▶ [PROMPT]: Filter this material down to the lines that hold "Stephensons", copying each one.

▶ [MATERIALS PROVIDED]:
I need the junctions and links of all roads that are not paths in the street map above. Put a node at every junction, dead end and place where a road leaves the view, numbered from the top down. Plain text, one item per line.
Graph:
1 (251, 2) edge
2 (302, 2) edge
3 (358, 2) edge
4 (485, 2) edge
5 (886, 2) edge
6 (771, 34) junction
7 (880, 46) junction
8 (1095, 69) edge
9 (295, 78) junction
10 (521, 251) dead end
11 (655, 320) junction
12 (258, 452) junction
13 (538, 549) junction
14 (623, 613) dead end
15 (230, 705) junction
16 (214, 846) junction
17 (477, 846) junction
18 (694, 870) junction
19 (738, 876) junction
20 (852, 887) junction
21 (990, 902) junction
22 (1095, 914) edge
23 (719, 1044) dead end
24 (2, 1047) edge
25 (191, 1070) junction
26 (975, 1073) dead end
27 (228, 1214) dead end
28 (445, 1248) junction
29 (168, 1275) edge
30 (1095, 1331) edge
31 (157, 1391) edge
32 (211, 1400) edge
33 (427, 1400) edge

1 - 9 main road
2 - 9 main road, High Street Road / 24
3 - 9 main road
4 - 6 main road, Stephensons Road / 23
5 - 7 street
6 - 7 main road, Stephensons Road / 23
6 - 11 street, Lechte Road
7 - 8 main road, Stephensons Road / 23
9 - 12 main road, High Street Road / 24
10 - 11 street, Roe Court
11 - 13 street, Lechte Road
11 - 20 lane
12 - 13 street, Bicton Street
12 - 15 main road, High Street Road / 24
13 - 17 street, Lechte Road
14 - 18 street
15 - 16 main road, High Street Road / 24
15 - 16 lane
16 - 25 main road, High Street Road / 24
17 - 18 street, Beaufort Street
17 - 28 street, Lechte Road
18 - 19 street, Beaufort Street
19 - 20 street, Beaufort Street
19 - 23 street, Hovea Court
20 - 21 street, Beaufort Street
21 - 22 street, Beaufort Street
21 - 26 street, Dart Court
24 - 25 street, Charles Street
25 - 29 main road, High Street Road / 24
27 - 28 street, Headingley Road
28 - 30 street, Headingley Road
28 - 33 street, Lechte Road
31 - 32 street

▶ [EXERCISE ANSWER]:
4 - 6 main road, Stephensons Road / 23
6 - 7 main road, Stephensons Road / 23
7 - 8 main road, Stephensons Road / 23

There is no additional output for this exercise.